(Exercise requirements):
Would you repeat exactly the part of the listing below that runs from the line containing "pinky tip: (147, 426)" down to the line containing "pinky pip: (394, 329)", inclusive, and nothing else?

↓↓↓

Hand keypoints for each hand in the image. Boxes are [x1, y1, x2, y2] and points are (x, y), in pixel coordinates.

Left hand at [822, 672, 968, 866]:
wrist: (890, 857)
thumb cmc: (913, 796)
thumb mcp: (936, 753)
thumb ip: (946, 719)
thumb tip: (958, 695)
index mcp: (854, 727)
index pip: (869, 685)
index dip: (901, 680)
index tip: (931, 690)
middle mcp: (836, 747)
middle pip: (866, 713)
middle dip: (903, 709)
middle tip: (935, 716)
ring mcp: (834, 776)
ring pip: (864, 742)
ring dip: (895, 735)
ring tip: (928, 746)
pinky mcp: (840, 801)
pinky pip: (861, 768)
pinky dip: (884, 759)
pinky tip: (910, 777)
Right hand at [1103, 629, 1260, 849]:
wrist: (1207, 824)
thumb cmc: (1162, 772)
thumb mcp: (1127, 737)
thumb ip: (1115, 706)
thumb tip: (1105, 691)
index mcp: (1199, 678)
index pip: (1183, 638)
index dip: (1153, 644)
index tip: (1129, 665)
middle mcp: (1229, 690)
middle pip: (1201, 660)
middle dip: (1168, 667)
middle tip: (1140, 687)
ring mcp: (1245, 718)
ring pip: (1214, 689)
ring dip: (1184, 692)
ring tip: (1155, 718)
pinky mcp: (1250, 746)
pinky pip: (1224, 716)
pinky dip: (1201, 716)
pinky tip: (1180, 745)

↑↑↑
↓↓↓

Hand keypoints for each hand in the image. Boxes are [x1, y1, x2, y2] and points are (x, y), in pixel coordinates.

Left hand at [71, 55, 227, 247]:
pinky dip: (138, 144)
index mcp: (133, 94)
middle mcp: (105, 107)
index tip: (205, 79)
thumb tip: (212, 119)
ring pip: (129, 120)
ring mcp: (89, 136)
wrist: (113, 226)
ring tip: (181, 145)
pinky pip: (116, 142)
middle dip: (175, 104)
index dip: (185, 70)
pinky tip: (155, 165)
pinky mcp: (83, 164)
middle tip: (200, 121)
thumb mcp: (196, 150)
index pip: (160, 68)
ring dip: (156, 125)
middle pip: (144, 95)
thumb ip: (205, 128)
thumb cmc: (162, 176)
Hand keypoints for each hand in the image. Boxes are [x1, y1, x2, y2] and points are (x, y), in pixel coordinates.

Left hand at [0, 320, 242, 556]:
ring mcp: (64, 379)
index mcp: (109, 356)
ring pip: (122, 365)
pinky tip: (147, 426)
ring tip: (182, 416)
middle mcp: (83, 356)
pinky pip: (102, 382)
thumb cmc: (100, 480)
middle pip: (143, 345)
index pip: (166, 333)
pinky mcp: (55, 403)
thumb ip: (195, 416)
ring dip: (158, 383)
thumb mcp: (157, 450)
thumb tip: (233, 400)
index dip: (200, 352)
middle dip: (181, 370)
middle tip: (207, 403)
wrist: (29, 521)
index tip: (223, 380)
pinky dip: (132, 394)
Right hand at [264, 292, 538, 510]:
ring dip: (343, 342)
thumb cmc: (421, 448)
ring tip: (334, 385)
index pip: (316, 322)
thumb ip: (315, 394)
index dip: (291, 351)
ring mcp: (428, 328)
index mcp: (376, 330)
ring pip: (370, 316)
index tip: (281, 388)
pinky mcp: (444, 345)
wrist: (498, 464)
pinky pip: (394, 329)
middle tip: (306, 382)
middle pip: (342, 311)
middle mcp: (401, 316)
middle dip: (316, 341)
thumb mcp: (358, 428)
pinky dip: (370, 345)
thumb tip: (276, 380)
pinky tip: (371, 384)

↑↑↑

(Task answer):
pinky tip: (147, 426)
ring tip: (182, 416)
middle mcp: (83, 356)
pinky pip: (102, 382)
thumb cmc: (100, 480)
middle pip: (143, 345)
index pip: (166, 333)
pinky mcp: (55, 403)
thumb ip: (195, 416)
ring dip: (158, 383)
thumb mcp: (157, 450)
thumb tip: (233, 400)
index dip: (200, 352)
middle dip: (181, 370)
middle tip: (207, 403)
wrist: (29, 521)
index tip: (223, 380)
pinky dip: (132, 394)
Right hand at [264, 292, 538, 510]:
ring dip: (343, 342)
thumb cmc: (421, 448)
ring tip: (334, 385)
index pip: (316, 322)
thumb ip: (315, 394)
index dip: (291, 351)
ring mcp: (428, 328)
index mcp: (376, 330)
ring pip: (370, 316)
index tip: (281, 388)
pinky mcp: (444, 345)
wrist: (498, 464)
pinky pip: (394, 329)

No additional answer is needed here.